[Stored data entries]
====================

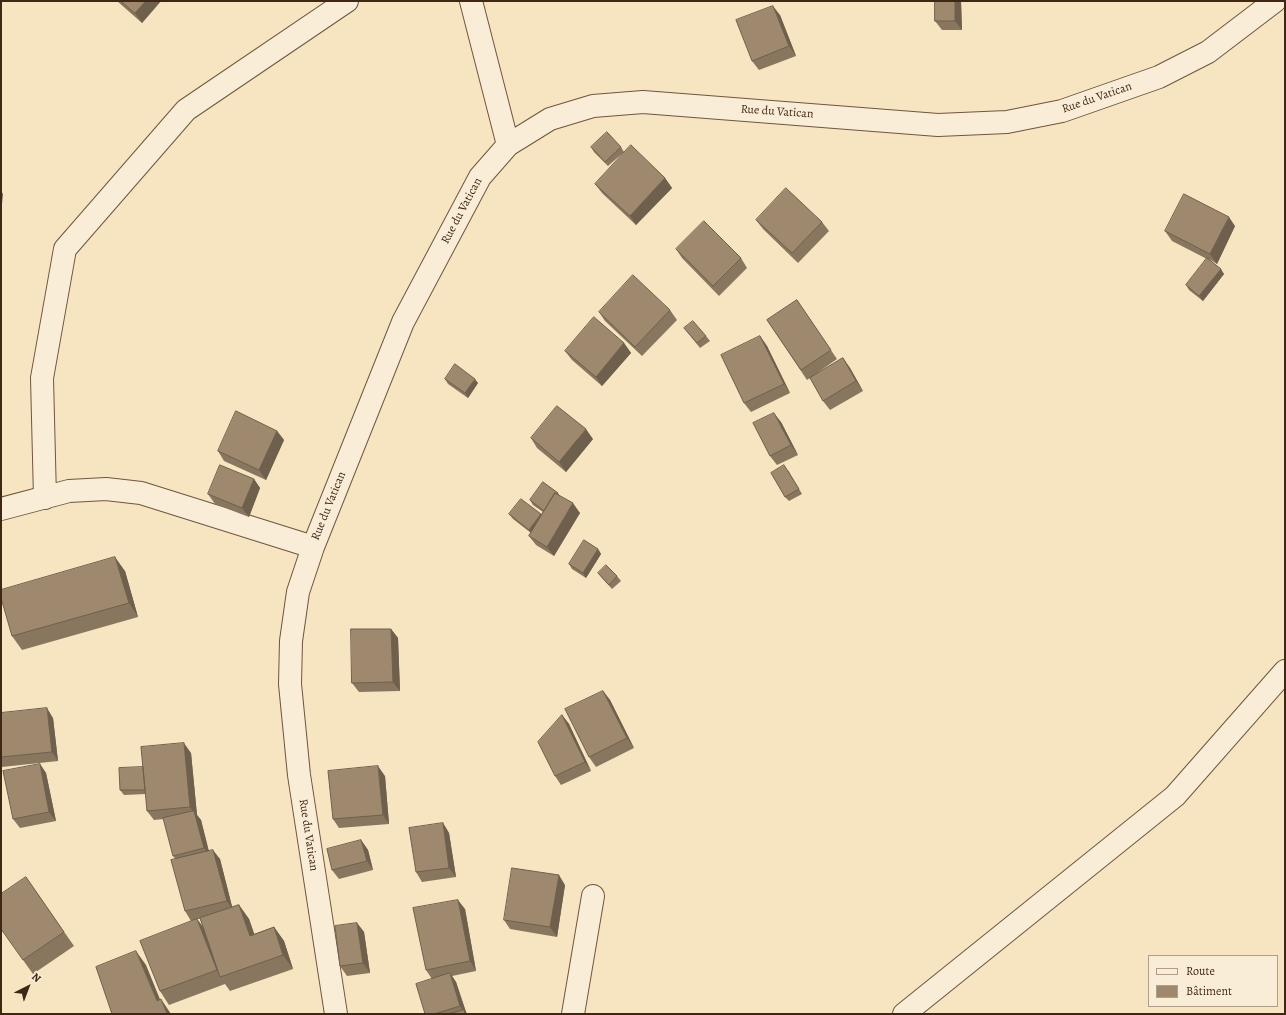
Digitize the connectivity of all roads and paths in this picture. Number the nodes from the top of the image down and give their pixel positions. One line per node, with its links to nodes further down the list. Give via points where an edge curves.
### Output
1 (347, 1): 5 (street, via 186,110 65,249 42,378)
2 (472, 1): 4 (street)
3 (1276, 1): 4 (street, Rue du Vatican, via 1208,52 1158,77 1062,111 1007,122 938,125 643,102 592,106 550,119)
4 (508, 145): 7 (street, Rue du Vatican, via 480,176 403,322)
5 (45, 498): 6 (street); 7 (street, via 69,492 106,489 141,493)
6 (1, 509)
7 (313, 547): 10 (street, Rue du Vatican, via 298,592 291,641 290,684 299,775)
8 (1285, 671): 12 (street, via 1175,796)
9 (593, 896): 11 (street)
10 (336, 1014)
11 (573, 1014)
12 (904, 1014)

====================

Task objective: Leave the pictures out, and transcribe each of the records exactly.

Completed task:
Digitize the connectivity of all roads and paths in this picture. Number the nodes from the top of the image down and give their pixel positions. One line per node, with its links to nodes further down the list. Give via points where an edge curves.
### Output
1 (347, 1): 5 (street, via 186,110 65,249 42,378)
2 (472, 1): 4 (street)
3 (1276, 1): 4 (street, Rue du Vatican, via 1208,52 1158,77 1062,111 1007,122 938,125 643,102 592,106 550,119)
4 (508, 145): 7 (street, Rue du Vatican, via 480,176 403,322)
5 (45, 498): 6 (street); 7 (street, via 69,492 106,489 141,493)
6 (1, 509)
7 (313, 547): 10 (street, Rue du Vatican, via 298,592 291,641 290,684 299,775)
8 (1285, 671): 12 (street, via 1175,796)
9 (593, 896): 11 (street)
10 (336, 1014)
11 (573, 1014)
12 (904, 1014)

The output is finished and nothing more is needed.